Les len­de­mains incertains
L’impressionnante percée du NPD au Québec qui a permis de dou­bler la
re­pré­sen­ta­tion par­le­men­taire (les gains du parti ayant été pra­ti­que­ment nuls dans le reste du Ca­nada) ouvre une nou­velle pé­riode. Certes, la
dis­pa­ri­tion im­prévue de Jack fait en sorte que le défi de­vient en­core plus grand. Une partie in­dé­ter­minée de la nou­velle (et jeune) dé­pu­ta­tion du Québec semble plutôt souverainiste-progressiste, proche en tout cas de cette large mou­vance qui se re­con­nait peu ou prou dans les po­si­tions de Québec So­li­daire et de la frac­tion pro­gres­siste du PQ et du Bloc. Même s’ils sont ma­jo­ri­taires ce­pen­dant, les dé­putés qué­bé­cois ne se si­tuent pas au « centre de gra­vité » du parti, à part Mul­cair, qui reste un fé­dé­ra­liste de convic­tion. En On­tario et dans l’Ouest, la ma­jo­rité des adhé­rents et des dé­putés du NPD ne sont pas plus sym­pa­thiques aux re­ven­di­ca­tions qué­bé­coises que ne l’étaient Ed Broadbent et Roy Ro­manow. Ils
conti­nuent à penser, sinon à dire, que la « ques­tion qué­bé­coise » est une fic­tion créée par des « na­tio­na­listes bornés ». Il y a certes des
ex­cep­tions, comme Libby Da­vies ou Peter Ju­lian, par exemple, mais en gros, les gens « qui comptent » au NPD, qui se trouvent au­tour d’un noyau consis­tant de la dé­pu­ta­tion fé­dé­rale et dans les partis pro­vin­ciaux de l’ouest, res­tent convaincus qu’il ne faut pas aborder, au-delà de quelques for­mules vides, l’épineuse ques­tion des droits du peuple québécois.
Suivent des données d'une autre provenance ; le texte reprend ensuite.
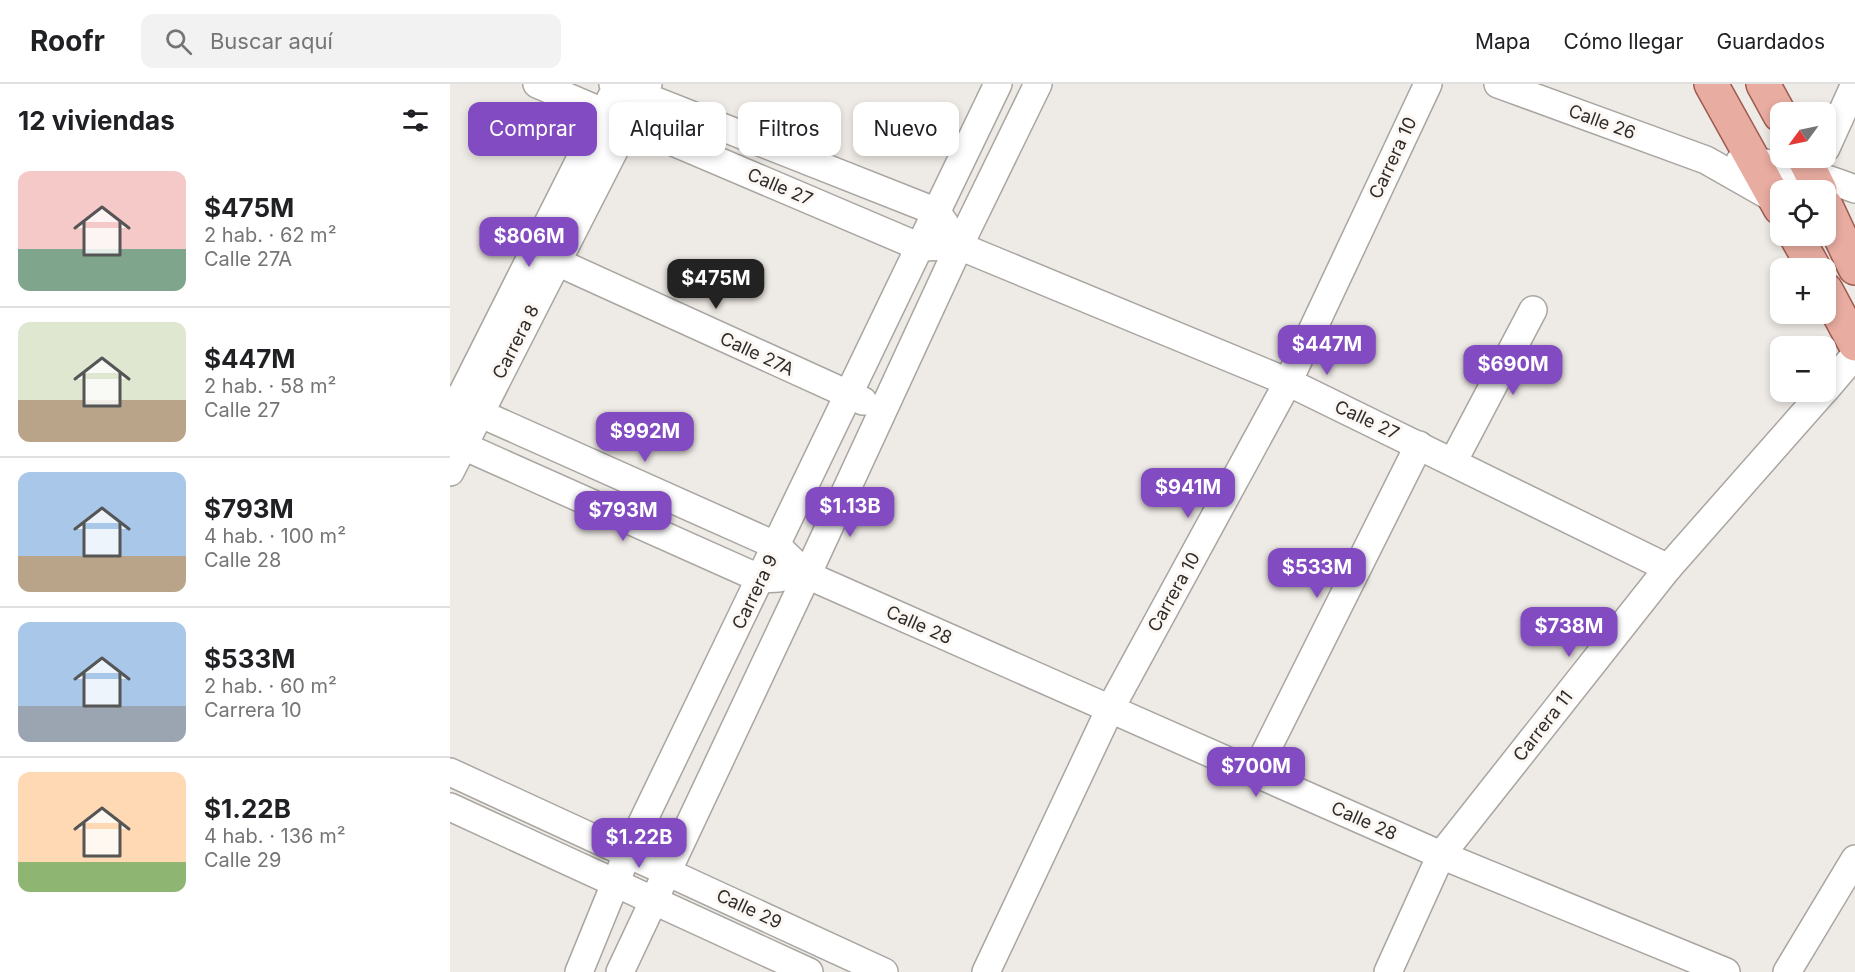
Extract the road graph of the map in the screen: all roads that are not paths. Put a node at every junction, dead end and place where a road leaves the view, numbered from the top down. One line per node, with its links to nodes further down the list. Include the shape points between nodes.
1 (537, 84): 14 (street, Calle 27)
2 (998, 84): 25 (street, Carrera 9)
3 (1038, 84): 27 (street)
4 (1428, 84): 36 (street, Carrera 10)
5 (1498, 84): 18 (street, Calle 26)
6 (1763, 84): 13 (main road)
7 (1855, 84): 15 (street)
8 (616, 85): 10 (street, Calle 27); 11 (street, Carrera 8)
9 (1708, 86): 19 (main road)
10 (645, 89): 12 (street, Carrera 8); 25 (street, Calle 27)
11 (616, 102)
12 (632, 102)
13 (1773, 102)
14 (609, 114)
15 (1836, 125)
16 (609, 131): 29 (street, Carrera 8)
17 (707, 156): 28 (street, Calle 27)
18 (1706, 160): 19 (street, Calle 26); 24 (street, Calle 26)
19 (1755, 161): 20 (street, Calle 26); 22 (main road)
20 (1770, 162)
21 (1820, 168): 23 (street, Calle 26)
22 (1770, 187)
23 (1855, 189)
24 (1770, 198)
25 (936, 212): 27 (street); 28 (street, Carrera 9)
26 (1836, 225): 30 (main road)
27 (959, 246): 28 (street, Calle 27); 36 (street, Calle 27); 39 (street)
28 (920, 247): 37 (street, Carrera 9)
29 (545, 256): 37 (street, Calle 27A); 40 (street, Carrera 8)
30 (1855, 268)
31 (1836, 309): 33 (main road)
32 (1533, 310): 43 (street)
33 (1855, 344)
34 (1855, 355): 35 (street, Carrera 11)
35 (1836, 376)
36 (1288, 382): 42 (street, Calle 27); 49 (street, Carrera 10)
37 (847, 395): 39 (street, Calle 27A); 45 (street, Carrera 9)
38 (1813, 402): 46 (street, Carrera 11)
39 (884, 408): 47 (street)
40 (459, 409): 41 (street, Carrera 8); 45 (street, Calle 28)
41 (457, 443): 44 (street, Carrera 8); 48 (street, Calle 28)
42 (1419, 444): 43 (street, Calle 27); 51 (street)
43 (1453, 462): 46 (street, Calle 27)
44 (450, 472)
45 (777, 546): 47 (street, Calle 28); 48 (street, Carrera 9)
46 (1668, 568): 54 (street, Carrera 11)
47 (807, 576): 48 (street, Calle 28); 49 (street, Calle 28); 56 (street)
48 (761, 579): 53 (street, Carrera 9)
49 (1110, 709): 51 (street, Calle 28); 63 (street, Carrera 10)
50 (450, 772): 53 (street, Calle 29)
51 (1255, 773): 54 (street, Calle 28)
52 (450, 807): 57 (street, Calle 29)
53 (628, 852): 56 (street, Calle 29); 57 (street, Carrera 9)
54 (1442, 855): 64 (street, Carrera 11); 65 (street, Calle 28)
55 (1855, 859): 66 (street)
56 (667, 871): 58 (street); 62 (street, Calle 29)
57 (616, 883): 58 (street, Calle 29); 59 (street, Carrera 9)
58 (652, 901): 60 (street); 61 (street, Calle 29)
59 (579, 972)
60 (620, 972)
61 (809, 972)
62 (884, 972)
63 (986, 972)
64 (1388, 972)
65 (1725, 972)
66 (1787, 972)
La course à la chef­ferie peut en­ve­nimer les choses, car il se peut que les candidat-es soient interpellé-es. Quelles sont les po­si­tions de fond, au-delà des « for­mules », des Brian Topp et de Thomas Mul­cair ? Dans quelle me­sure veulent-ils ou peuvent-ils se battre sin­cè­re­ment pour les droits du Québec, quitte à dé­fendre le fé­dé­ra­lisme « asy­mé­trique » dont ils se disent par­ti­sans (sans trop pré­ciser ce que cela est) ? Peuvent-ils ou veulent-ils faire une rup­ture fon­da­men­tale avec un État fé­déral créé à l’origine pour mâter les Qué­bé­cois et les peuples au­toch­tones ? Vont-ils, concrè­te­ment, se battre contre les vel­léités cen­tra­li­sa­trices du
gou­ver­ne­ment Harper dans le do­maine fi­nan­cier ? Vont-ils ré­sister contre ce qui semble une po­li­tique dé­li­bérée du gou­ver­ne­ment Harper pour « punir » le Québec à la suite de la der­nière élec­tion ? Vont-ils se lever et ap­puyer, pas juste avec quelques phrases plus ou moins « off the re­cord », l’importance de ren­forcer la loi 101 au Québec, y com­pris dans les
ins­ti­tu­tions fé­dé­rales, et au-delà, de l’importance de pro­téger le fait
fran­çais au Québec ? Tant que ces ques­tions n’auront pas été ré­pon­dues, on peut penser que les am­bigüités his­to­riques du NPD ne se­ront pas
ré­so­lues et avec elles, la place que ce parti peut prendre et garder au Québec.